▸ **ABOUT THIS TASK**: Go through the records below and copy out every line that contains the word "view".

[Collected data entries]
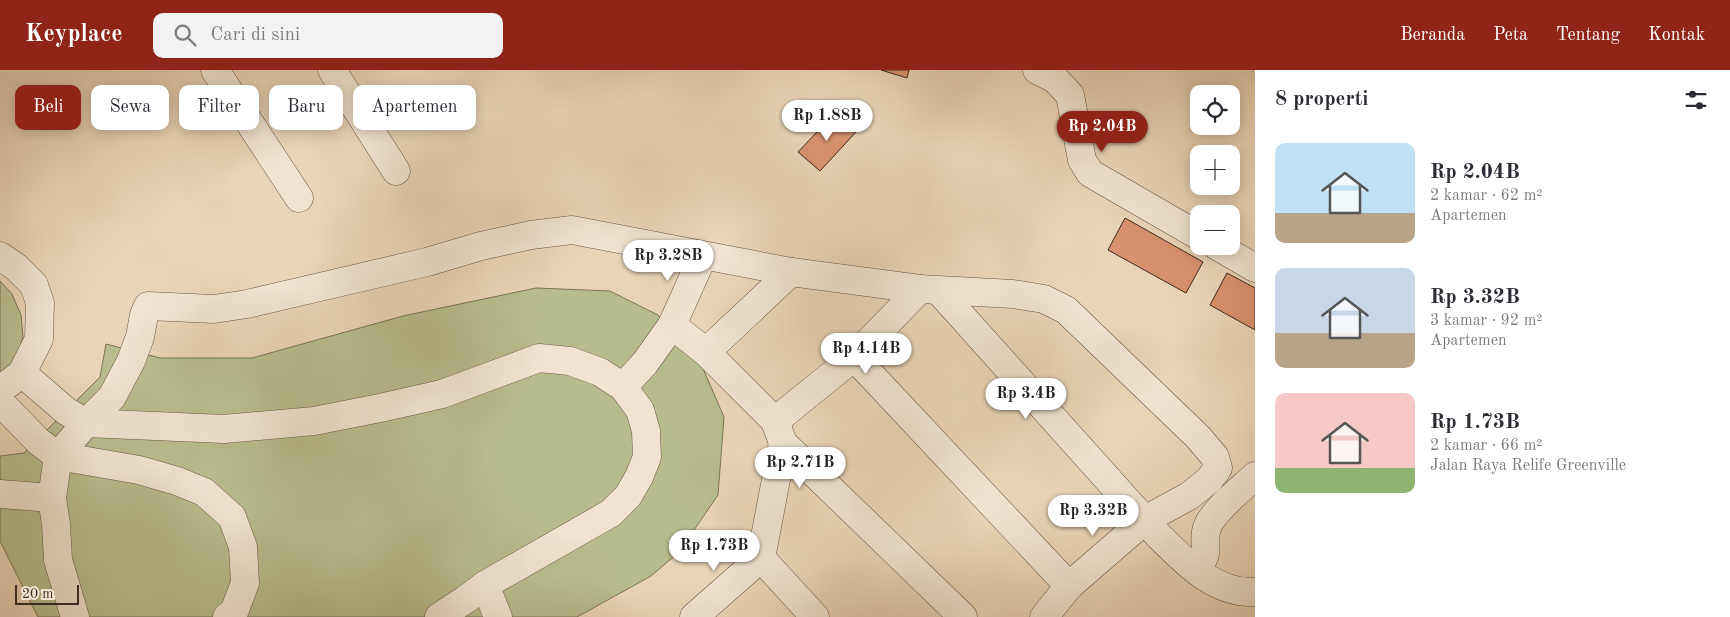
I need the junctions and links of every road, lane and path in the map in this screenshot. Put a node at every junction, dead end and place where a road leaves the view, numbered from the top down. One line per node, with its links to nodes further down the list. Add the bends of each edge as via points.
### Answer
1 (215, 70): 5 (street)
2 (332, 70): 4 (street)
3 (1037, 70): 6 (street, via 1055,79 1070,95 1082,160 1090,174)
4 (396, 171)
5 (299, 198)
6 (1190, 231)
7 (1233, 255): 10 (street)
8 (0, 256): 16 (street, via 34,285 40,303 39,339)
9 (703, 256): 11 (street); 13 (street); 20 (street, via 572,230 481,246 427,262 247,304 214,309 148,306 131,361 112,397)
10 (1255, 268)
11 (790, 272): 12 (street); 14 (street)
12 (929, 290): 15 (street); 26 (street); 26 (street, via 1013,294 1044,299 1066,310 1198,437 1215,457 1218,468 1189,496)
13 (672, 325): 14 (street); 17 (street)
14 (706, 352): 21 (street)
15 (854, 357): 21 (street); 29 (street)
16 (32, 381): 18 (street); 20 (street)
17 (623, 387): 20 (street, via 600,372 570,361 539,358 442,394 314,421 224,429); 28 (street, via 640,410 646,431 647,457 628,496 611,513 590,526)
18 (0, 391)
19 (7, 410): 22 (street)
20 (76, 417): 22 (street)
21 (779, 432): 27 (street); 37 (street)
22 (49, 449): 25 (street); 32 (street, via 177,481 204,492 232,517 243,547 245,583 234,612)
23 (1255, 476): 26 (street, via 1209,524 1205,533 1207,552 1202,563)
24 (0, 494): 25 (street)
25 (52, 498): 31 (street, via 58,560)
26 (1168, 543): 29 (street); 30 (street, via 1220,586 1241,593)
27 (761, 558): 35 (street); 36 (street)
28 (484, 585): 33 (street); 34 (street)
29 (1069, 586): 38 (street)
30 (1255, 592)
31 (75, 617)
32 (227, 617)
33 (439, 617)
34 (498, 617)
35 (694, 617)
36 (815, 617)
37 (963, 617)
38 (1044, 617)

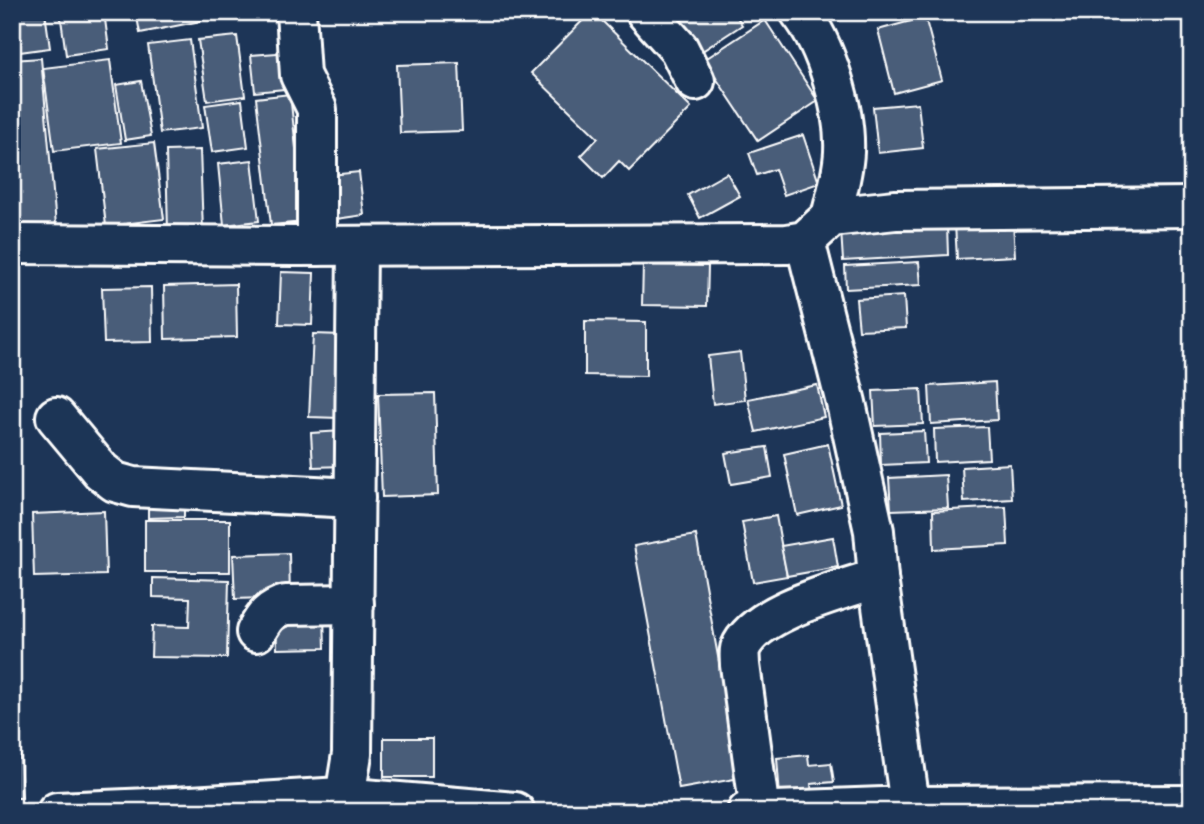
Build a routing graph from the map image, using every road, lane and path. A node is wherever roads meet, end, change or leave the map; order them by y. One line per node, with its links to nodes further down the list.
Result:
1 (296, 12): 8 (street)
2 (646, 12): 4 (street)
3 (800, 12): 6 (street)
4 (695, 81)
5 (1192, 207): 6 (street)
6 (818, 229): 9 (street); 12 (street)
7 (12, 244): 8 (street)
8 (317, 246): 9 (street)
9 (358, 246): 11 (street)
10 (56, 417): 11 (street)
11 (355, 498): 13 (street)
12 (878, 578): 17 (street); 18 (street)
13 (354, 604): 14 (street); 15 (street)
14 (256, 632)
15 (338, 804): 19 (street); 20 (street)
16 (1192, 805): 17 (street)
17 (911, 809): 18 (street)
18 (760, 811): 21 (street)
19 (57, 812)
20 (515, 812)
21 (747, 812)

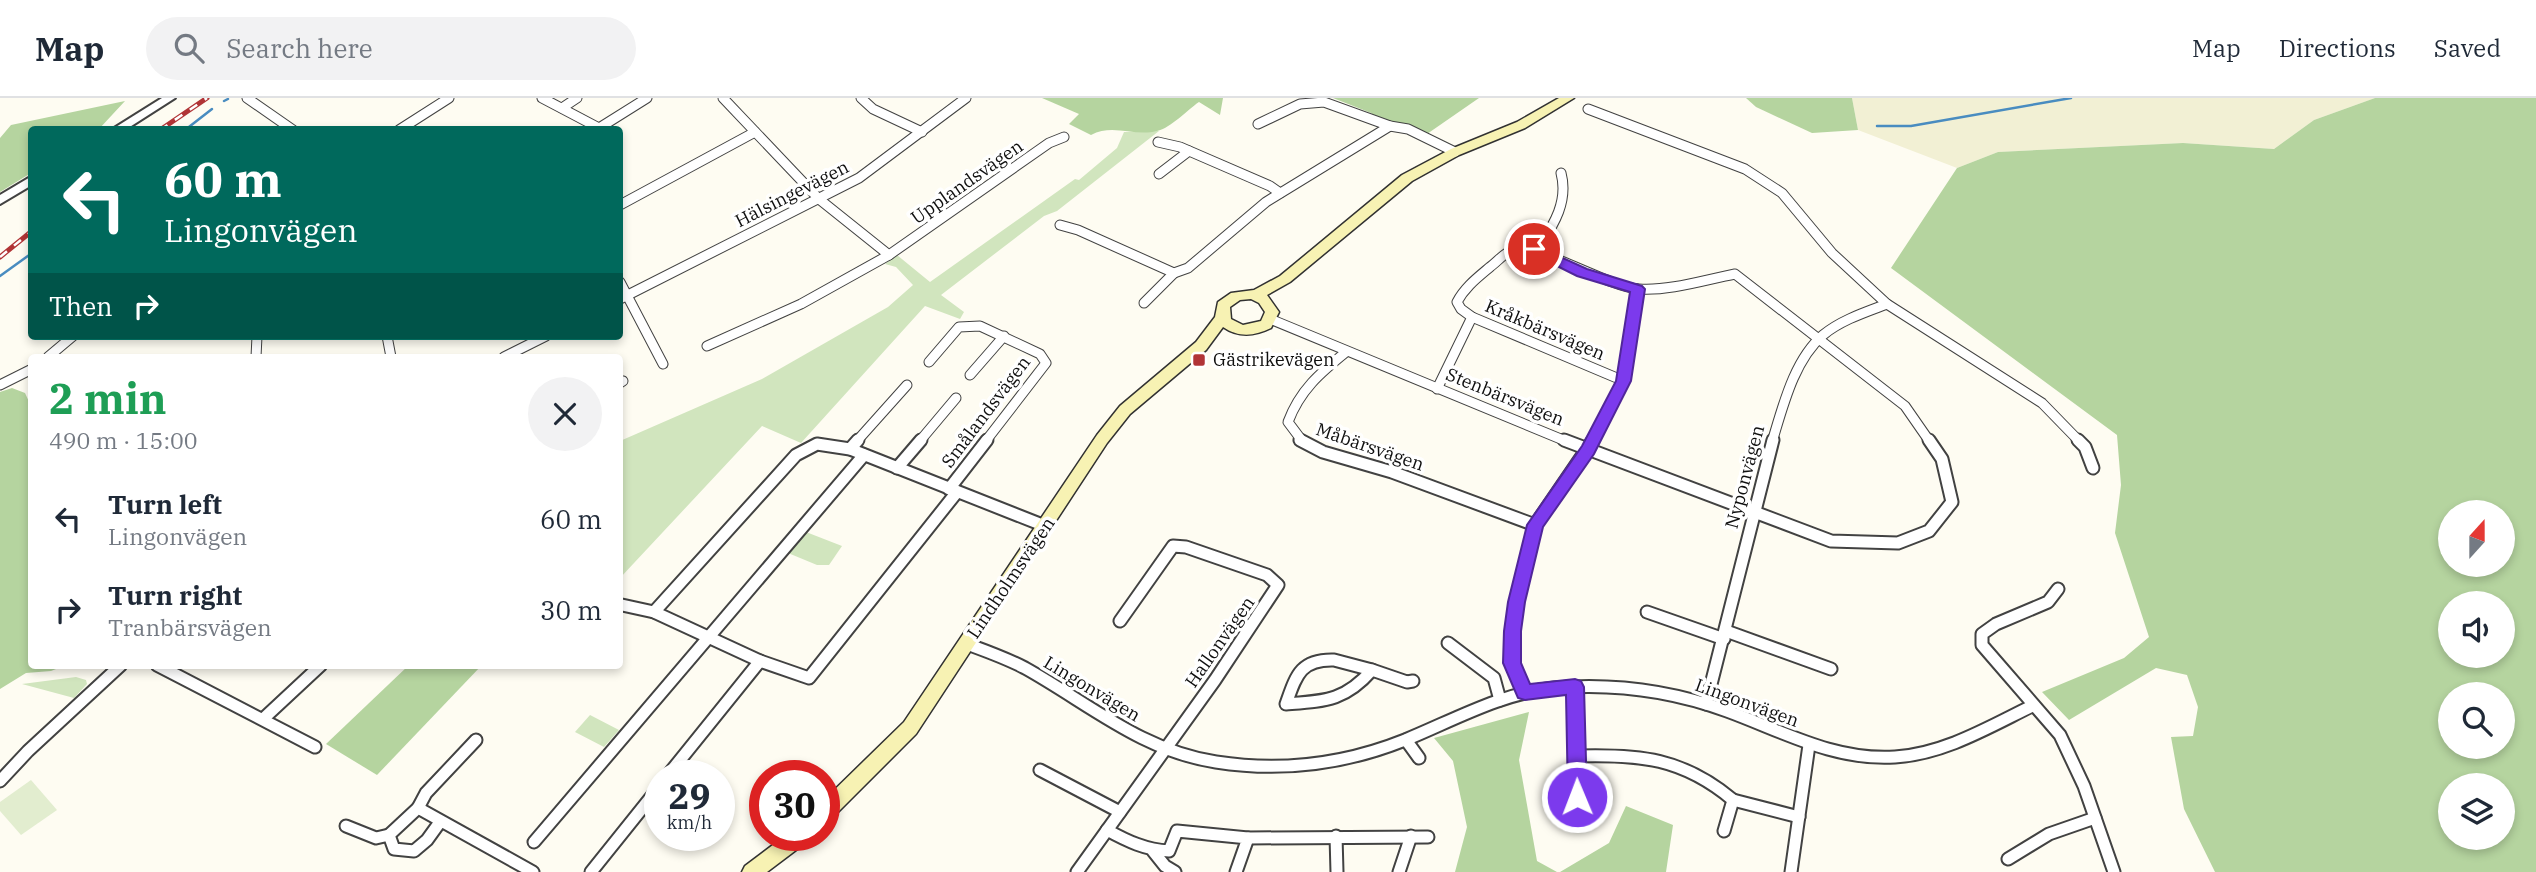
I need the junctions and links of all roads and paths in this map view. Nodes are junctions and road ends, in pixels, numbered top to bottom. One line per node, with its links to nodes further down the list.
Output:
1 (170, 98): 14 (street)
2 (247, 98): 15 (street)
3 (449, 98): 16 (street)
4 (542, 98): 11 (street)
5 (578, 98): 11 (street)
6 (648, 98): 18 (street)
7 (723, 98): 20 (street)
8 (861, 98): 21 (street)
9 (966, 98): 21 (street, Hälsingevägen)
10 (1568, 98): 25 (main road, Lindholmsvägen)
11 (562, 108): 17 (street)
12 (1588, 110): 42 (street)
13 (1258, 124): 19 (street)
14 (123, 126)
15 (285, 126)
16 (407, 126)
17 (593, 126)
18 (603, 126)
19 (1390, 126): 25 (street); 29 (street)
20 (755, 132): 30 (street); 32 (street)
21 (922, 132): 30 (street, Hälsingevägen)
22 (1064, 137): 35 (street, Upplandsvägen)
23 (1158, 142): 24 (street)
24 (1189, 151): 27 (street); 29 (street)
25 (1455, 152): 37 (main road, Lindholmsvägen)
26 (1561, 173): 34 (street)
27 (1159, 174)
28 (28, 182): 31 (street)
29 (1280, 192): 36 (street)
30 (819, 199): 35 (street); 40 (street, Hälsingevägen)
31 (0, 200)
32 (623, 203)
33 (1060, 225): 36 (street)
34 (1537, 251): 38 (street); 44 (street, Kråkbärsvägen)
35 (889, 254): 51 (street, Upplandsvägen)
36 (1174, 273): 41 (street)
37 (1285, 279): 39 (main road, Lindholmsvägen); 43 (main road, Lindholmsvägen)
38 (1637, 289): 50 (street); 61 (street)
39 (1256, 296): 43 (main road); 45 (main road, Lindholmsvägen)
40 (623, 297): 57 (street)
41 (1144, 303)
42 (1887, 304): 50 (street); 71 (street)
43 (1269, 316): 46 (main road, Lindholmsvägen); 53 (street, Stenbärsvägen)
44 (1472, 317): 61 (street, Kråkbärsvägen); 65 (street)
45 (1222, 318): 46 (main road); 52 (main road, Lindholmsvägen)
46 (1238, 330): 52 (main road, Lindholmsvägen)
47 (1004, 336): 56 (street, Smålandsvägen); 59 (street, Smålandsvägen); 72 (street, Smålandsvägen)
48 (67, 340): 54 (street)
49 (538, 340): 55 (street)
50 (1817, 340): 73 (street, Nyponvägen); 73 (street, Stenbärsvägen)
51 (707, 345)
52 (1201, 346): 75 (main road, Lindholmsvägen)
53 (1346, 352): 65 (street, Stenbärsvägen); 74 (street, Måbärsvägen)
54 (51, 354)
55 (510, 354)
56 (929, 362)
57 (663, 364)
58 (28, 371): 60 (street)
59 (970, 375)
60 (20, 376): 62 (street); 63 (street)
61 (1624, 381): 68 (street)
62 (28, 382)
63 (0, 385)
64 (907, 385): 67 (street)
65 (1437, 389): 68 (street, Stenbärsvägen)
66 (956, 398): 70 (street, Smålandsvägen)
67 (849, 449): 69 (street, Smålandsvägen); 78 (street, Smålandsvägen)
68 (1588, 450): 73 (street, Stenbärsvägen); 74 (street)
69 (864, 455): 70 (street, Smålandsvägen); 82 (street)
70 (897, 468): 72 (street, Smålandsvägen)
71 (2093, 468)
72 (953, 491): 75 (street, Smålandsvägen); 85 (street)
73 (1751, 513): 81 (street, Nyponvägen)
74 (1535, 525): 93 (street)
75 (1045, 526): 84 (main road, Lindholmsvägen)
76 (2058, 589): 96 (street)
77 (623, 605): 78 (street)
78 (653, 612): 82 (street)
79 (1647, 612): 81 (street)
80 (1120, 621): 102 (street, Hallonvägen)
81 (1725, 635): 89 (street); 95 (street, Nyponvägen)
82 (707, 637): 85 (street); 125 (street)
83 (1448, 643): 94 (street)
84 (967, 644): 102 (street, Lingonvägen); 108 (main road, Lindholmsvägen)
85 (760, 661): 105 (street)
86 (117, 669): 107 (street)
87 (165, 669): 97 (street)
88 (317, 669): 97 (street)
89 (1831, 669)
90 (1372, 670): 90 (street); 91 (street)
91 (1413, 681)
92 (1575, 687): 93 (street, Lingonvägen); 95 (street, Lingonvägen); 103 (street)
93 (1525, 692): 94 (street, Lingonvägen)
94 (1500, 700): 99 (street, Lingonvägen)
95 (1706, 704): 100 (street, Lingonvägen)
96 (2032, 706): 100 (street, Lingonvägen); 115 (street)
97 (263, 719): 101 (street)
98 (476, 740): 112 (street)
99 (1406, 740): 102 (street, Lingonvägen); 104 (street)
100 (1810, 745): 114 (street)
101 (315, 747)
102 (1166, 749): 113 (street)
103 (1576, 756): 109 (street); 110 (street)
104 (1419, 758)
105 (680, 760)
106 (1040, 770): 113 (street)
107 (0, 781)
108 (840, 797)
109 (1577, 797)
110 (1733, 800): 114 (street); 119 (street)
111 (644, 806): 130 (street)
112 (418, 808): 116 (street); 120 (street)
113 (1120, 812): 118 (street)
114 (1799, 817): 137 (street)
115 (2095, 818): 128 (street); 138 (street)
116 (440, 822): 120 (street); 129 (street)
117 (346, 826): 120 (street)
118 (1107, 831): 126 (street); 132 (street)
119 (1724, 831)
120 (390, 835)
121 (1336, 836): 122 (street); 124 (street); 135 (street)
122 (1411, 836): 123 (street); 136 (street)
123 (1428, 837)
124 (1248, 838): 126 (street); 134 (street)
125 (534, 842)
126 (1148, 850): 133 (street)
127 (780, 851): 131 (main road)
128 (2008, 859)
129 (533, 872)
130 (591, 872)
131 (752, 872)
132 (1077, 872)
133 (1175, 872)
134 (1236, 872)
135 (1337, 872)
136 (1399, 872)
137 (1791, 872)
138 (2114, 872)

▸ **FINAL ANSWER**:
I need the junctions and links of every road, lane and path in the map in this screenshot. Put a node at every junction, dead end and place where a road leaves the view, numbered from the top down. One line per node, with its links to nodes further down the list. Add the bends of each edge as via points.
I need the junctions and links of all roads and paths in this map view. Nodes are junctions and road ends, in pixels, numbered top to bottom. One line per node, with its links to nodes further down the list.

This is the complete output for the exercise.